Go to jail or pay out?

What’s a better deterrent to get employers to ensure workplace safety?

Go to jail or pay out?

By Jeffrey R. Smith

How important is safety in a workplace? It’s not really a stretch to say it’s very important. Making a workplace as safe is possible is good for employee health, employer productivity — and well, it’s the law.

In all jurisdictions in Canada, health and safety legislation requires employers to pretty much to everything that’s reasonably possible to ensure the safety of employees. But if an employer fails to meet that requirement, what’s the best way to deal with it?

Fines are a big part of safety violations. They provide a form of punishment when employees are put in danger and, depending on the level of the infraction, it can amount to a lot of money that can also make other employers take notice. On a deterrence level, fines can help do the trick, but when it comes to large employers with a lot of money, maybe it’s not quite enough.

Companies aren’t just faceless entities — decisions are made by people in management positions. Sometimes when companies are fined for safety violations — whether discovered by an inspection or following a workplace accident — the money just comes out of the company’s account and the individual people who made decisions that led to the safety violation don’t face direct consequences. This is where charges against individuals who made the decisions or even owners or directors who hold ultimate responsibility can come into play, and these individuals can not only face fines, but also actual jail time.

Serious jail time for individuals responsible for safety violations leading to accidents became a potential concern for employers when Bill C-45 — the “corporate killing law” that allowed organizations and individual members of management to be charged with criminal negligence — came into effect in 2004. Though it took awhile for anything to happen under C-45, there now have been some such convictions. But jail time remains a scarcity for workplace safety violations, for the most part.

A couple of years ago, a small company with 12 employees that operated a furniture warehouse in Ontario was charged with negligence after an employee fell off a 12-foot-high picker machine and died. Two directors of the company were also charged as they were held ultimately responsible for the unsafe conditions that contributed to the fall. The company and two directors pleaded guilty, with both directors receiving jail sentences and the company fined $500,000.
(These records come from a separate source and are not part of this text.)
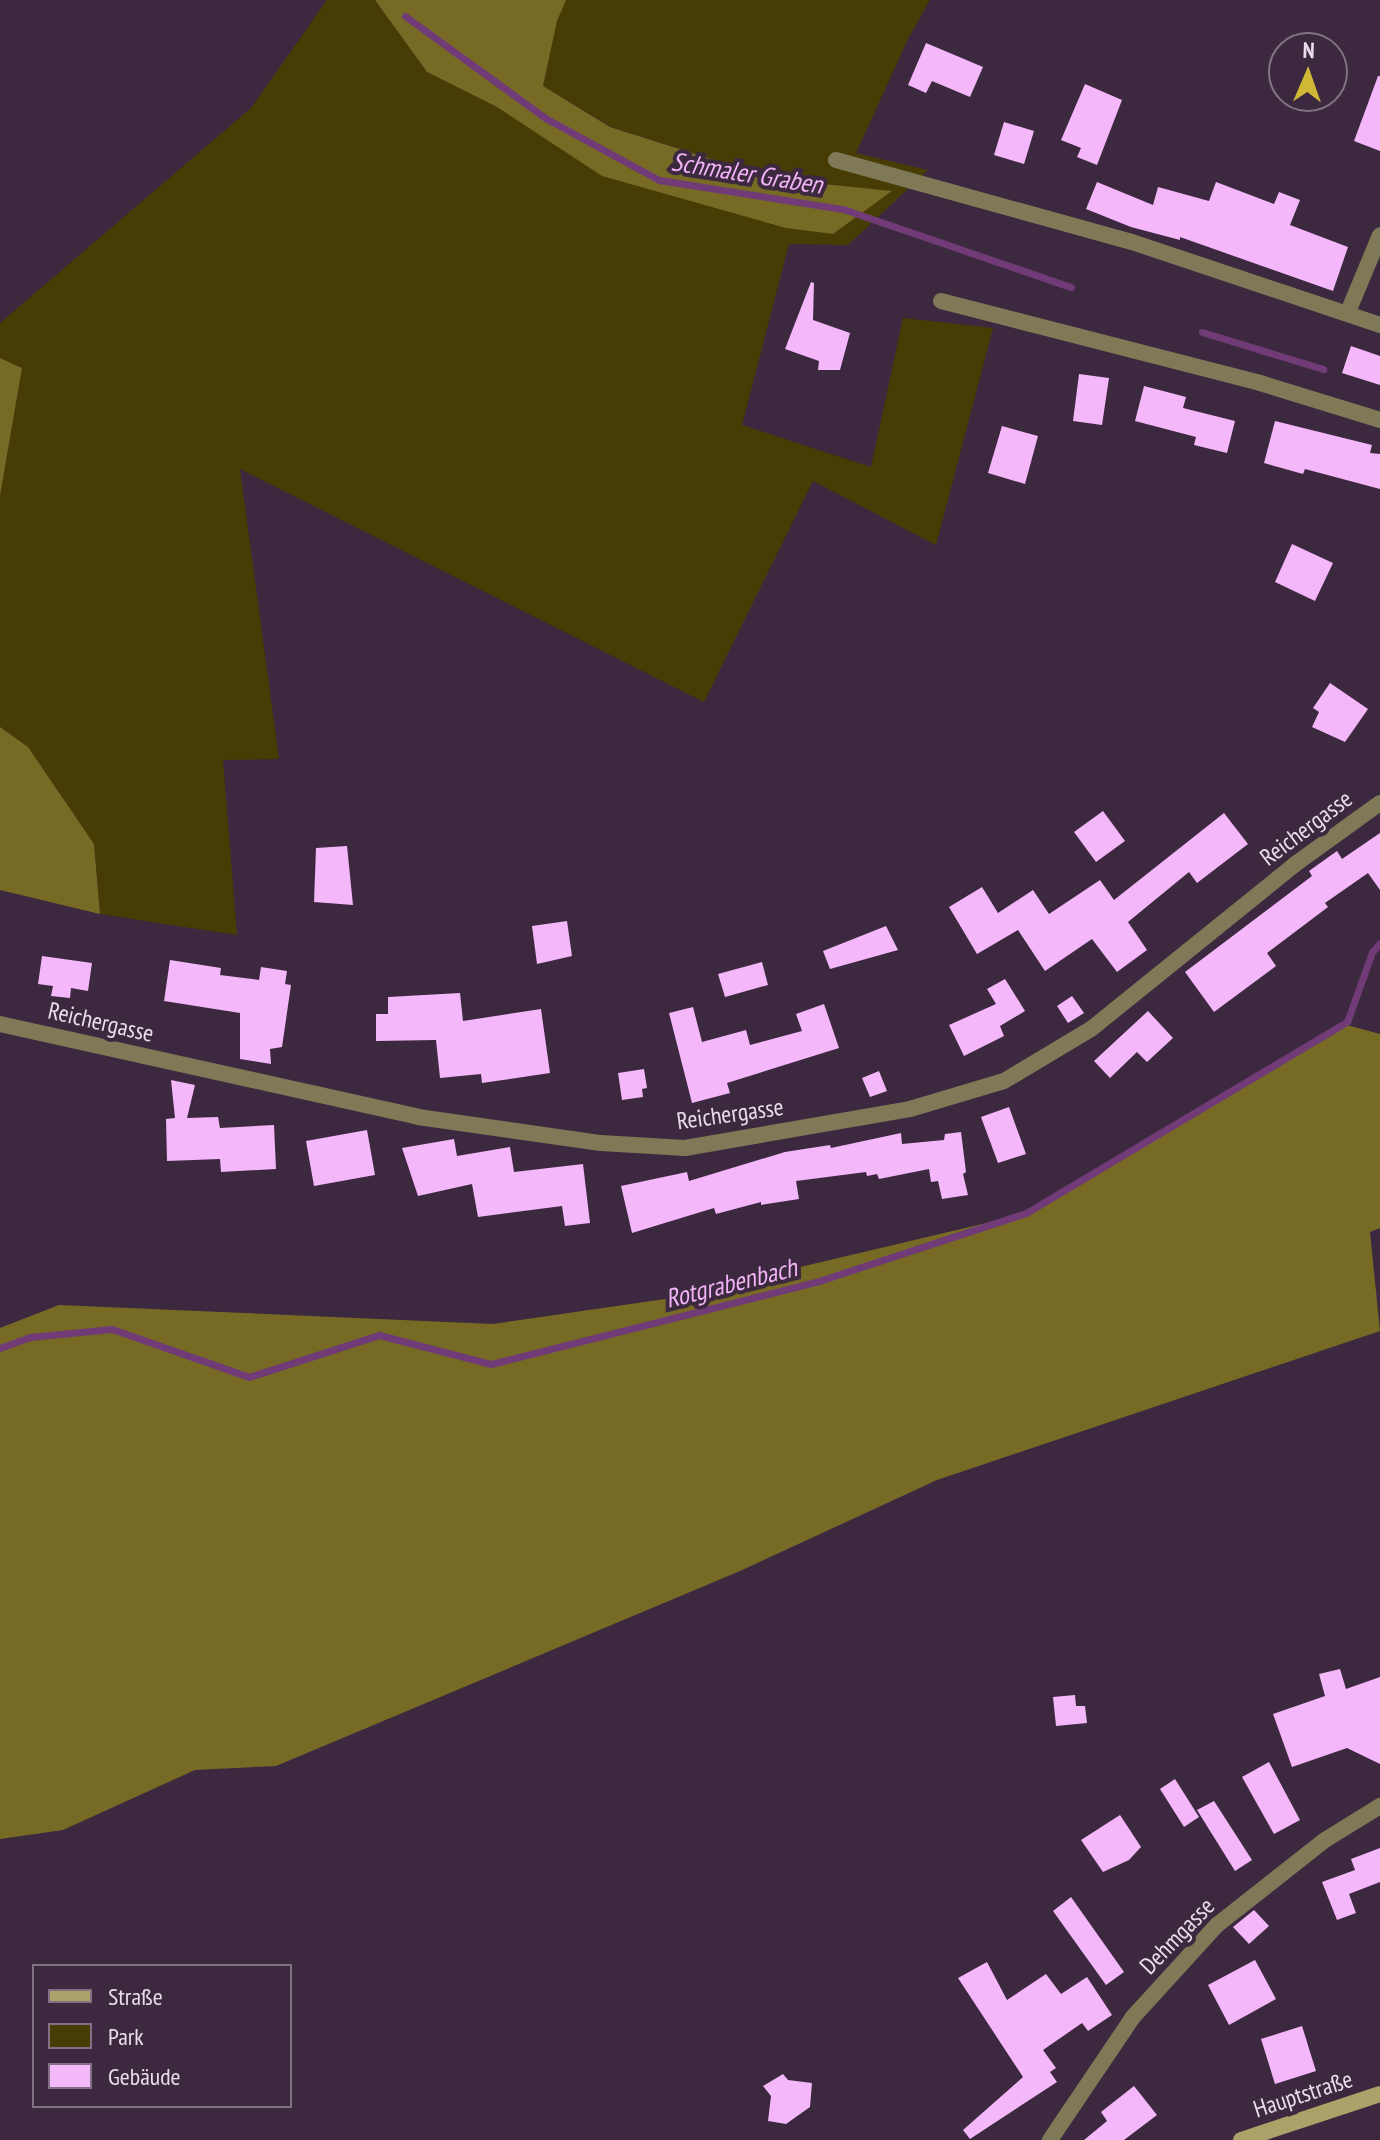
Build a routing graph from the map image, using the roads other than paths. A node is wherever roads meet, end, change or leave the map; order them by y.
1 (836, 160) dead end
2 (1380, 235) edge
3 (941, 301) dead end
4 (1348, 312) junction
5 (1380, 325) edge
6 (1380, 420) edge
7 (1380, 803) edge
8 (0, 1024) edge
9 (1380, 1806) edge
10 (1380, 2094) edge
11 (1050, 2140) edge
12 (1241, 2140) edge

1 - 4 street
2 - 4 street
3 - 6 street
4 - 5 street
7 - 8 street, Reichergasse
9 - 11 street, Dehmgasse
10 - 12 main road, Hauptstraße

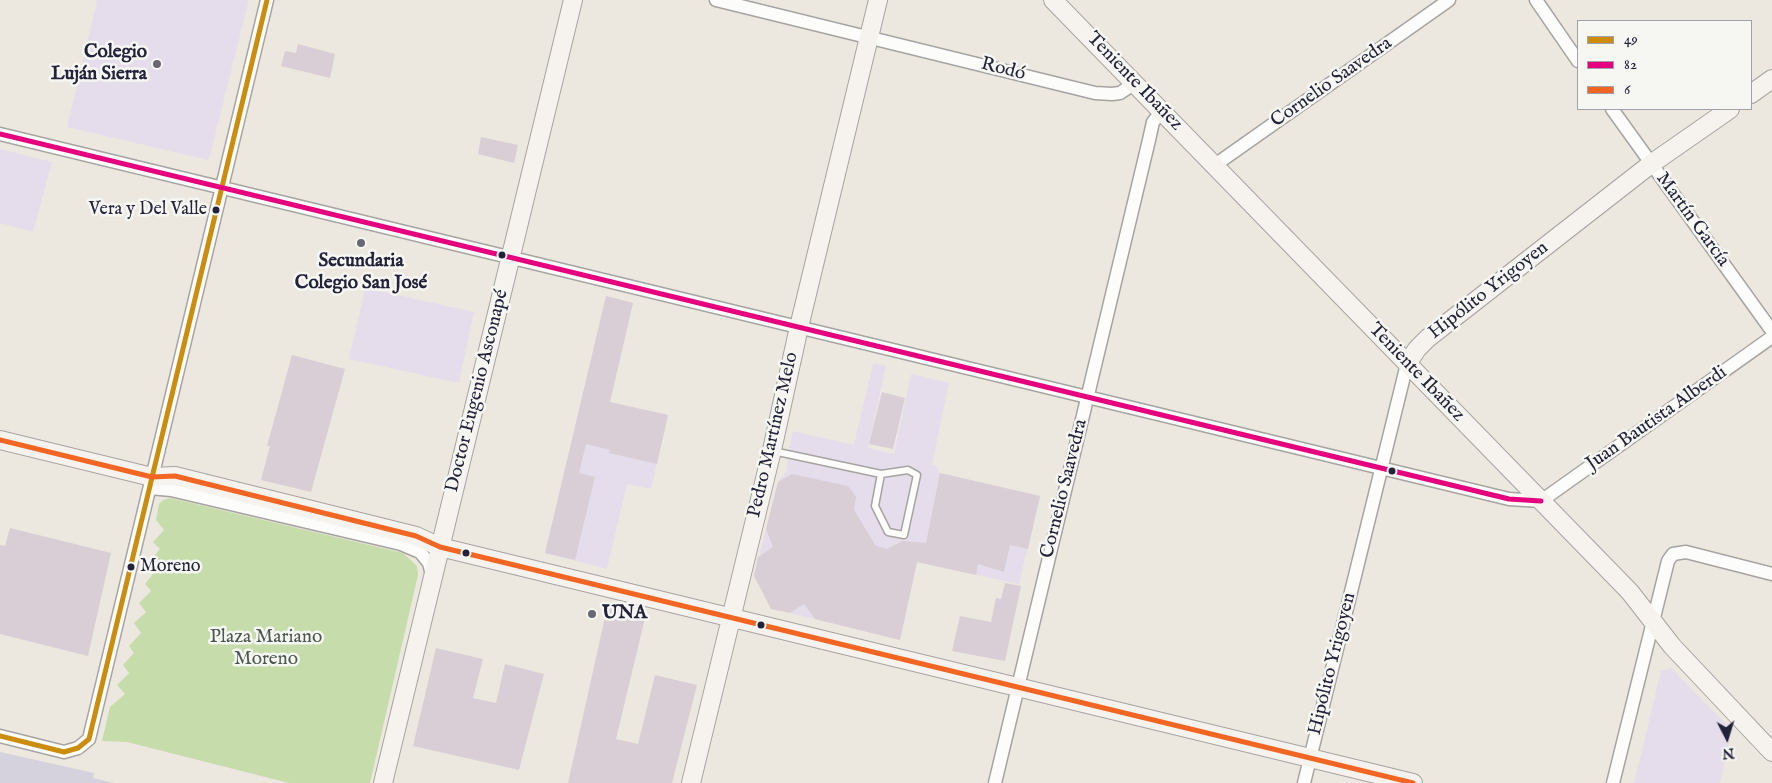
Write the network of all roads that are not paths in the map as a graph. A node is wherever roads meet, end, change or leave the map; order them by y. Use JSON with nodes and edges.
{"nodes":[{"id":1,"x":267,"y":0,"type":"edge"},
{"id":2,"x":573,"y":0,"type":"edge"},
{"id":3,"x":716,"y":0,"type":"edge"},
{"id":4,"x":878,"y":0,"type":"edge"},
{"id":5,"x":1053,"y":0,"type":"edge"},
{"id":6,"x":1448,"y":0,"type":"edge"},
{"id":7,"x":1536,"y":0,"type":"edge"},
{"id":8,"x":869,"y":38,"type":"junction"},
{"id":9,"x":1577,"y":60,"type":"edge"},
{"id":10,"x":1772,"y":79,"type":"edge"},
{"id":11,"x":1135,"y":83,"type":"junction"},
{"id":12,"x":1752,"y":93,"type":"edge"},
{"id":13,"x":1613,"y":110,"type":"edge"},
{"id":14,"x":1729,"y":110,"type":"edge"},
{"id":15,"x":1162,"y":111,"type":"junction"},
{"id":16,"x":0,"y":134,"type":"edge"},
{"id":17,"x":1651,"y":164,"type":"junction"},
{"id":18,"x":1215,"y":165,"type":"junction"},
{"id":19,"x":221,"y":187,"type":"junction"},
{"id":20,"x":510,"y":257,"type":"junction"},
{"id":21,"x":799,"y":328,"type":"junction"},
{"id":22,"x":1772,"y":331,"type":"edge"},
{"id":23,"x":1772,"y":337,"type":"edge"},
{"id":24,"x":1407,"y":364,"type":"junction"},
{"id":25,"x":1088,"y":397,"type":"junction"},
{"id":26,"x":0,"y":440,"type":"edge"},
{"id":27,"x":772,"y":450,"type":"junction"},
{"id":28,"x":1381,"y":468,"type":"junction"},
{"id":29,"x":880,"y":474,"type":"junction"},
{"id":30,"x":151,"y":482,"type":"junction"},
{"id":31,"x":1541,"y":501,"type":"junction"},
{"id":32,"x":440,"y":547,"type":"junction"},
{"id":33,"x":1772,"y":574,"type":"edge"},
{"id":34,"x":432,"y":575,"type":"junction"},
{"id":35,"x":731,"y":617,"type":"junction"},
{"id":36,"x":1653,"y":621,"type":"junction"},
{"id":37,"x":1017,"y":686,"type":"junction"},
{"id":38,"x":0,"y":736,"type":"edge"},
{"id":39,"x":1772,"y":752,"type":"edge"},
{"id":40,"x":1310,"y":757,"type":"junction"},
{"id":41,"x":383,"y":783,"type":"edge"},
{"id":42,"x":691,"y":783,"type":"edge"},
{"id":43,"x":995,"y":783,"type":"edge"},
{"id":44,"x":1304,"y":783,"type":"edge"},
{"id":45,"x":1413,"y":783,"type":"edge"},
{"id":46,"x":1613,"y":783,"type":"edge"}],
"edges":[{"from":1,"to":19,"type":"street"},
{"from":2,"to":20,"type":"street","name":"Doctor Eugenio Asconapé"},
{"from":3,"to":8,"type":"street","name":"Rodó"},
{"from":4,"to":8,"type":"street","name":"Pedro Martínez Melo"},
{"from":5,"to":11,"type":"street","name":"Teniente Ibañez"},
{"from":6,"to":18,"type":"street","name":"Cornelio Saavedra"},
{"from":7,"to":9,"type":"street"},
{"from":8,"to":11,"type":"street","name":"Rodó"},
{"from":8,"to":21,"type":"street","name":"Pedro Martínez Melo"},
{"from":10,"to":12,"type":"street"},
{"from":11,"to":15,"type":"street","name":"Teniente Ibañez"},
{"from":13,"to":17,"type":"street","name":"Martín García"},
{"from":14,"to":17,"type":"street","name":"Hipólito Yrigoyen"},
{"from":15,"to":18,"type":"street","name":"Teniente Ibañez"},
{"from":15,"to":25,"type":"street","name":"Cornelio Saavedra"},
{"from":16,"to":19,"type":"street"},
{"from":17,"to":22,"type":"street","name":"Martín García"},
{"from":17,"to":24,"type":"street","name":"Hipólito Yrigoyen"},
{"from":18,"to":24,"type":"street","name":"Teniente Ibañez"},
{"from":19,"to":20,"type":"street"},
{"from":19,"to":30,"type":"street"},
{"from":20,"to":21,"type":"street"},
{"from":20,"to":32,"type":"street","name":"Doctor Eugenio Asconapé"},
{"from":21,"to":25,"type":"street"},
{"from":21,"to":27,"type":"street","name":"Pedro Martínez Melo"},
{"from":23,"to":31,"type":"street","name":"Juan Bautista Alberdi"},
{"from":24,"to":28,"type":"street","name":"Hipólito Yrigoyen"},
{"from":24,"to":31,"type":"street","name":"Teniente Ibañez"},
{"from":25,"to":28,"type":"street"},
{"from":25,"to":37,"type":"street","name":"Cornelio Saavedra"},
{"from":26,"to":30,"type":"street"},
{"from":27,"to":29,"type":"lane"},
{"from":27,"to":35,"type":"street","name":"Pedro Martínez Melo"},
{"from":28,"to":31,"type":"street"},
{"from":28,"to":40,"type":"street","name":"Hipólito Yrigoyen"},
{"from":29,"to":29,"type":"lane"},
{"from":30,"to":32,"type":"street"},
{"from":30,"to":34,"type":"street"},
{"from":30,"to":38,"type":"street"},
{"from":31,"to":36,"type":"street","name":"Teniente Ibañez"},
{"from":32,"to":34,"type":"street","name":"Doctor Eugenio Asconapé"},
{"from":32,"to":35,"type":"street"},
{"from":33,"to":36,"type":"street"},
{"from":34,"to":41,"type":"street","name":"Doctor Eugenio Asconapé"},
{"from":35,"to":37,"type":"street"},
{"from":35,"to":42,"type":"street","name":"Pedro Martínez Melo"},
{"from":36,"to":39,"type":"street","name":"Teniente Ibañez"},
{"from":36,"to":46,"type":"street"},
{"from":37,"to":40,"type":"street"},
{"from":37,"to":43,"type":"street","name":"Cornelio Saavedra"},
{"from":40,"to":44,"type":"street","name":"Hipólito Yrigoyen"},
{"from":40,"to":45,"type":"street"}]}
However, they appealed and a court overturned the sentences, finding that the fine was too high for a small business that wasn’t financially secure — previous fines against large companies were around $250,000 — and the jail sentences weren’t necessary to achieve deterrence — which should be the “cardinal principle” of health and safety penalties, said the appeal court. The appeal court determined a $50,000 fine was more appropriate for the company and the two directors should have to pay $15,000 each instead of going to jail.

The Ontario Ministry of Labour sought to have the original fine and the jail sentences reinstated, but the Ontario Court of Appeal found that “the sentence should constitute the minimum necessary intervention that is adequate in the particular circumstances.” Further, the Court of Appeal noted that jail time shouldn’t be necessary if “less restrictive sanctions may be appropriate.”

Interestingly, the Court of Appeal felt the jail sentences for the directors were suitable punishment and would have been better than the relatively modest fines awarded in the first appeal, but the trial court’s reason for ordering the jail time was faulty — that any fines would be too burdensome on the directors. The court chose not to reinstate the jail sentences or overturn the fines.

The above case shows a difference of opinion even amongst different levels of courts in the effectiveness of jail time for individuals responsible for safety violations that cause serious accidents. Would such a sentence be more appropriate if the individuals are unlikely to be able to pay a serious fine? Is jail time for individual representatives more effective than large fines against a whole company?